(YOUR TASK):
Send back the entries below exactly as they appear.

══════════════════════════════

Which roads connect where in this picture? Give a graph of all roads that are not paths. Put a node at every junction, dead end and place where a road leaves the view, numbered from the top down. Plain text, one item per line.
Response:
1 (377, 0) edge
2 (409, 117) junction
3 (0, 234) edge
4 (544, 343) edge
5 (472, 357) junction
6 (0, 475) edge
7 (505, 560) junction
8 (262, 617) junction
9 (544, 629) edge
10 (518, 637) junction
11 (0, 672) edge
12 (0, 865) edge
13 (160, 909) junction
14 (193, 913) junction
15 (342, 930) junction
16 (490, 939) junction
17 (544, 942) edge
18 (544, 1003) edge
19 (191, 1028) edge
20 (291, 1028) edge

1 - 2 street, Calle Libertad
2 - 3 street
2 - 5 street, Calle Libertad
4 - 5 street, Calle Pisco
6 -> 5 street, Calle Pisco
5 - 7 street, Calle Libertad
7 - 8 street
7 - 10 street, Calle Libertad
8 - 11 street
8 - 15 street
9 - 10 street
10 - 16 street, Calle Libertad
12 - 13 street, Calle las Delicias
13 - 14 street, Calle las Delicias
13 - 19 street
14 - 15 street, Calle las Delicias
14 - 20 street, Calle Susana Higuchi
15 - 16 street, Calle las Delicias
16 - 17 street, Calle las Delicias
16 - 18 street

══════════════════════════════

(TASK RESULT):
Which roads connect where in this picture? Give a graph of all roads that are not paths. Put a node at every junction, dead end and place where a road leaves the view, numbered from the top down. Plain text, one item per line.
Response:
1 (377, 0) edge
2 (409, 117) junction
3 (0, 234) edge
4 (544, 343) edge
5 (472, 357) junction
6 (0, 475) edge
7 (505, 560) junction
8 (262, 617) junction
9 (544, 629) edge
10 (518, 637) junction
11 (0, 672) edge
12 (0, 865) edge
13 (160, 909) junction
14 (193, 913) junction
15 (342, 930) junction
16 (490, 939) junction
17 (544, 942) edge
18 (544, 1003) edge
19 (191, 1028) edge
20 (291, 1028) edge

1 - 2 street, Calle Libertad
2 - 3 street
2 - 5 street, Calle Libertad
4 - 5 street, Calle Pisco
6 -> 5 street, Calle Pisco
5 - 7 street, Calle Libertad
7 - 8 street
7 - 10 street, Calle Libertad
8 - 11 street
8 - 15 street
9 - 10 street
10 - 16 street, Calle Libertad
12 - 13 street, Calle las Delicias
13 - 14 street, Calle las Delicias
13 - 19 street
14 - 15 street, Calle las Delicias
14 - 20 street, Calle Susana Higuchi
15 - 16 street, Calle las Delicias
16 - 17 street, Calle las Delicias
16 - 18 street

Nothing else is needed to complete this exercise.